[Start of Attachment]
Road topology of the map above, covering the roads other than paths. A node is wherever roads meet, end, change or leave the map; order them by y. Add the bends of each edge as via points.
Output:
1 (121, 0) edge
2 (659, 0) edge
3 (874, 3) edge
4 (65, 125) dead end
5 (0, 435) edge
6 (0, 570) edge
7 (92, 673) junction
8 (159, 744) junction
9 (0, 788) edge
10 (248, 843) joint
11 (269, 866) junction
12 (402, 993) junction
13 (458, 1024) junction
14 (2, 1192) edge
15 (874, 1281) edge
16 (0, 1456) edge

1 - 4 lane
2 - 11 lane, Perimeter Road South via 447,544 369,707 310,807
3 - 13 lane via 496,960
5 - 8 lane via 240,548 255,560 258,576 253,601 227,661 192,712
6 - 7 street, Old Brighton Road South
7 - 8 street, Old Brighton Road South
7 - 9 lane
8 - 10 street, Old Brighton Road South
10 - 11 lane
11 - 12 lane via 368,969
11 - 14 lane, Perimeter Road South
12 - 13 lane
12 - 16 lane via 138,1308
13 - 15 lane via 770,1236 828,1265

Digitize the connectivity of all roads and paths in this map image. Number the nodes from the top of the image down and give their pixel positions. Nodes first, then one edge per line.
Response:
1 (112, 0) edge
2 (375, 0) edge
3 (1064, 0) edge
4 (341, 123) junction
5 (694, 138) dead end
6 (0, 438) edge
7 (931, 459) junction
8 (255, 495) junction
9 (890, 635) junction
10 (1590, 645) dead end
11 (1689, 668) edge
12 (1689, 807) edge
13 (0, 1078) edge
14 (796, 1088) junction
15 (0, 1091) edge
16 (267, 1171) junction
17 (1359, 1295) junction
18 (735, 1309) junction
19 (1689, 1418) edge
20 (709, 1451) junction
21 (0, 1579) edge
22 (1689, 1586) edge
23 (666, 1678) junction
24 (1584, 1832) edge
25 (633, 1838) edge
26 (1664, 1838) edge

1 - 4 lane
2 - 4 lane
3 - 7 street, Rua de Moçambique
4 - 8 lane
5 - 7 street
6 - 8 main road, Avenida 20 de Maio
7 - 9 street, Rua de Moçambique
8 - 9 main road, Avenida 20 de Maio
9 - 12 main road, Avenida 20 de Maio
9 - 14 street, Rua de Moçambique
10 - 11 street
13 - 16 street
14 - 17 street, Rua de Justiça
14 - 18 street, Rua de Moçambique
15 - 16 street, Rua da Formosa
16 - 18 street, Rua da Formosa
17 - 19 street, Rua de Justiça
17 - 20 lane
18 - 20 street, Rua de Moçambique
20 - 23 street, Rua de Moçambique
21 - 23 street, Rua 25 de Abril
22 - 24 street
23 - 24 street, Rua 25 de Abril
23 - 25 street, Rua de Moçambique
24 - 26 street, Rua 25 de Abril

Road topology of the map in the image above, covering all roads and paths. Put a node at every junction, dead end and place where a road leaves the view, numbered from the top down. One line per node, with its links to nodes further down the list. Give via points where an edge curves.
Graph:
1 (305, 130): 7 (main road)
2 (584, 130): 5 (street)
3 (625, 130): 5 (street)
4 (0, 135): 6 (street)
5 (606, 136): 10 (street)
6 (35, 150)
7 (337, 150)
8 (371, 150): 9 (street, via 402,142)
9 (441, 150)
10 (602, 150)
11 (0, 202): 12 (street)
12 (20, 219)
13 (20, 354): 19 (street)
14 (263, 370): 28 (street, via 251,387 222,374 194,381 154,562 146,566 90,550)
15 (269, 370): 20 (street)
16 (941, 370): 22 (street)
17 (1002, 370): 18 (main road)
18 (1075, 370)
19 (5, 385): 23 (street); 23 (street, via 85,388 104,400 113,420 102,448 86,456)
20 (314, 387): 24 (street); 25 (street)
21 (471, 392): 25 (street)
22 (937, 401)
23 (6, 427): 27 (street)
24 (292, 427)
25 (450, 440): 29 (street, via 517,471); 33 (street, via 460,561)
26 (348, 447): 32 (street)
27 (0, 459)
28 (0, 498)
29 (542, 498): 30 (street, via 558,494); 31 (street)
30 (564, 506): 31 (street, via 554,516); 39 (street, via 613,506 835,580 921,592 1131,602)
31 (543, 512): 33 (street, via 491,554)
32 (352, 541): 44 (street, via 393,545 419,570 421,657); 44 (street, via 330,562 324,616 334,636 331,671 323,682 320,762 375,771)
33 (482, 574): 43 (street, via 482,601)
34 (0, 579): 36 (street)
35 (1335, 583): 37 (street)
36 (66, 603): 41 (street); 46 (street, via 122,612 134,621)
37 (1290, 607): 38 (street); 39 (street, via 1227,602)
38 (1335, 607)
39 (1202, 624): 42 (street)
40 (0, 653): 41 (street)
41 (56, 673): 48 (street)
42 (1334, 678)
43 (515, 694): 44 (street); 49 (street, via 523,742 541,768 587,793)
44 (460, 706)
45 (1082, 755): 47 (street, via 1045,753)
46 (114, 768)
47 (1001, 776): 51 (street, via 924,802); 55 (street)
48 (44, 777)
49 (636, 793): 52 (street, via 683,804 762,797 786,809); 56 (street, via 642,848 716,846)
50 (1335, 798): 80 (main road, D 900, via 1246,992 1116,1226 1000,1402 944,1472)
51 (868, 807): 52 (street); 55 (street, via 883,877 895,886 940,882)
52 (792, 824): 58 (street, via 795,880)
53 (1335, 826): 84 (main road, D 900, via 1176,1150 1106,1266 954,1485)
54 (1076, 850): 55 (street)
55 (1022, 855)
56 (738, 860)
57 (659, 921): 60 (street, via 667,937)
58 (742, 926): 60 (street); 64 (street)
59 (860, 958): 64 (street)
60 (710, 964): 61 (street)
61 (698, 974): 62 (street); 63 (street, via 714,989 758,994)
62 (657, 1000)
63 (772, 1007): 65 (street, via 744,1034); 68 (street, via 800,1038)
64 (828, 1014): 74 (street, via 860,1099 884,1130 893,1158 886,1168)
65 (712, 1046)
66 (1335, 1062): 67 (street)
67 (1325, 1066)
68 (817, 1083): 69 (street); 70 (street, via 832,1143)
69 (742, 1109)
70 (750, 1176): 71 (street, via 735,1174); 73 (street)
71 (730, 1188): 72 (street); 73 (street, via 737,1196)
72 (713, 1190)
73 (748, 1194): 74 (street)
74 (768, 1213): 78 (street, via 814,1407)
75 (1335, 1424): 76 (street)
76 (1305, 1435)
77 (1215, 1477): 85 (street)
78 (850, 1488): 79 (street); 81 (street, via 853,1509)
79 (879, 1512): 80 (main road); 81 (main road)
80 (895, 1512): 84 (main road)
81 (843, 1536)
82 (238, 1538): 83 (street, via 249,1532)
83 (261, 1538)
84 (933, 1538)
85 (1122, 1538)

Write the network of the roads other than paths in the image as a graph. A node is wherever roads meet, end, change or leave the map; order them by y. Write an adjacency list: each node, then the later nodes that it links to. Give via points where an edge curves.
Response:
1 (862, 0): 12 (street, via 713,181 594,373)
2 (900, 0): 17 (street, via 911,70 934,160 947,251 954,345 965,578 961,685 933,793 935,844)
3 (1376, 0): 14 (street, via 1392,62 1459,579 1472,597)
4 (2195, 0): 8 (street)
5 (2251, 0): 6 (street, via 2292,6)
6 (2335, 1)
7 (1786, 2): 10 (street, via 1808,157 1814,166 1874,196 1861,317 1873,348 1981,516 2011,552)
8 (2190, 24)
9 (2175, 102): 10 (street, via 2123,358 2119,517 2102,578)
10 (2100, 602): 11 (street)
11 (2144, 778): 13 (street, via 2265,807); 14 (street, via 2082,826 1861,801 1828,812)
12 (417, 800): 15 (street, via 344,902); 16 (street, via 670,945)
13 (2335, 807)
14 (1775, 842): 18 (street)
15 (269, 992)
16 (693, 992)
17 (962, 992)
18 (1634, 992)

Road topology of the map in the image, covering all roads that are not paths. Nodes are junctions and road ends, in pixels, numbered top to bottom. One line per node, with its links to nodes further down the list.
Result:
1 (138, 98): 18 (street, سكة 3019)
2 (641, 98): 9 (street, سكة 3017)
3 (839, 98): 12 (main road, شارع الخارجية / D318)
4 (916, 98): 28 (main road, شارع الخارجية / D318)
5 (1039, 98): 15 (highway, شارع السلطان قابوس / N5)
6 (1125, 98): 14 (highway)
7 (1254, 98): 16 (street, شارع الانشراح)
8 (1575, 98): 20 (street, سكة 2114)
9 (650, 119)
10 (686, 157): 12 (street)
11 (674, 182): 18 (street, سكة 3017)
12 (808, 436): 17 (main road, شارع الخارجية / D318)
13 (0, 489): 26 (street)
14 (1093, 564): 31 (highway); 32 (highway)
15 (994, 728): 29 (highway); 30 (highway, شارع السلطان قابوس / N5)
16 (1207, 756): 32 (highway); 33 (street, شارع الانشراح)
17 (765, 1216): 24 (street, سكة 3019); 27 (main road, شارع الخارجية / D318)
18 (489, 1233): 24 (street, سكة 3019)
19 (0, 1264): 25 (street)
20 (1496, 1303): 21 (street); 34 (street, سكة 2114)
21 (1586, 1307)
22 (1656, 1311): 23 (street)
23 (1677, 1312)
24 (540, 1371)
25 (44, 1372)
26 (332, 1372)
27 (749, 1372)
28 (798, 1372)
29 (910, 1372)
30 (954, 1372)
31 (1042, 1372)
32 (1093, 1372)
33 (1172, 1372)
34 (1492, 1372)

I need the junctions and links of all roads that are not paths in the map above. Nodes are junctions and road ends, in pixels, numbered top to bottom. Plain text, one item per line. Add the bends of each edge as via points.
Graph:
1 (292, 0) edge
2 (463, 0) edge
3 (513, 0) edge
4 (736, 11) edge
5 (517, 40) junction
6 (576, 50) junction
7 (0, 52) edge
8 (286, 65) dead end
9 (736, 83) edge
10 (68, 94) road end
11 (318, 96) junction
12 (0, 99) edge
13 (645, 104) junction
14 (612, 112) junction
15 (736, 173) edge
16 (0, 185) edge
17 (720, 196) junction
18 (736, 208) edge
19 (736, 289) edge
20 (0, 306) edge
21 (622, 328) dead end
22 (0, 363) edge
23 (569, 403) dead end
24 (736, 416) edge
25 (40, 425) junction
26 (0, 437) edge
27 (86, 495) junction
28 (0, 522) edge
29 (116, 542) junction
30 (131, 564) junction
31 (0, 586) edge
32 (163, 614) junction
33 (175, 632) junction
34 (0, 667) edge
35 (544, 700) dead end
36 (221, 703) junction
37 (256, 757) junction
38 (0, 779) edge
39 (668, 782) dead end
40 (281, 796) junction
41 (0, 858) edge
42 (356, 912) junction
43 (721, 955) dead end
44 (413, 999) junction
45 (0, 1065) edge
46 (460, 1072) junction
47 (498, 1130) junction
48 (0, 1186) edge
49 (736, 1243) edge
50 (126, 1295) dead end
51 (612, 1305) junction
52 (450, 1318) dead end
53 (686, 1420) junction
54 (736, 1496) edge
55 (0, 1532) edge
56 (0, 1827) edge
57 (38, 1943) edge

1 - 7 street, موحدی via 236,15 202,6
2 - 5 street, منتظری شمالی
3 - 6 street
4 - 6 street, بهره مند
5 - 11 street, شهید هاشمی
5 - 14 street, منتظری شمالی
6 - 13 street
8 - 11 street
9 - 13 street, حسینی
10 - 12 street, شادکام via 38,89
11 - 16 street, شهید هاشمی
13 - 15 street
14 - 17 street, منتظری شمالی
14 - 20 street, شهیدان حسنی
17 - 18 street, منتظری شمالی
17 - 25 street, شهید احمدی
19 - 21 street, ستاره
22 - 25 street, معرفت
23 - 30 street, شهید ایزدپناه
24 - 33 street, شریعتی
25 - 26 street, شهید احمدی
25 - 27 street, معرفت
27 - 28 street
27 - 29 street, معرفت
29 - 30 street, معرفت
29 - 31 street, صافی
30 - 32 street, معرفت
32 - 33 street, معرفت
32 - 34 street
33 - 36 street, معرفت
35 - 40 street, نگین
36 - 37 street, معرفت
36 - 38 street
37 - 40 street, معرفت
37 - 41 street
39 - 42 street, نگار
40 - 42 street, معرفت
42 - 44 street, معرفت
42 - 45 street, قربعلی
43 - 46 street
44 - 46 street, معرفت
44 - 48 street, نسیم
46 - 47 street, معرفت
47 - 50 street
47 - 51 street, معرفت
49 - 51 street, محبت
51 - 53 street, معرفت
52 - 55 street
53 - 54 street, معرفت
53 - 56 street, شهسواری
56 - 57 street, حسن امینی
[End of Attachment]
WORK REQUEST:
Where a line in the listing above contains "منتظری", copy that line.

EXERCISE RESULT:
2 - 5 street, منتظری شمالی
5 - 14 street, منتظری شمالی
14 - 17 street, منتظری شمالی
17 - 18 street, منتظری شمالی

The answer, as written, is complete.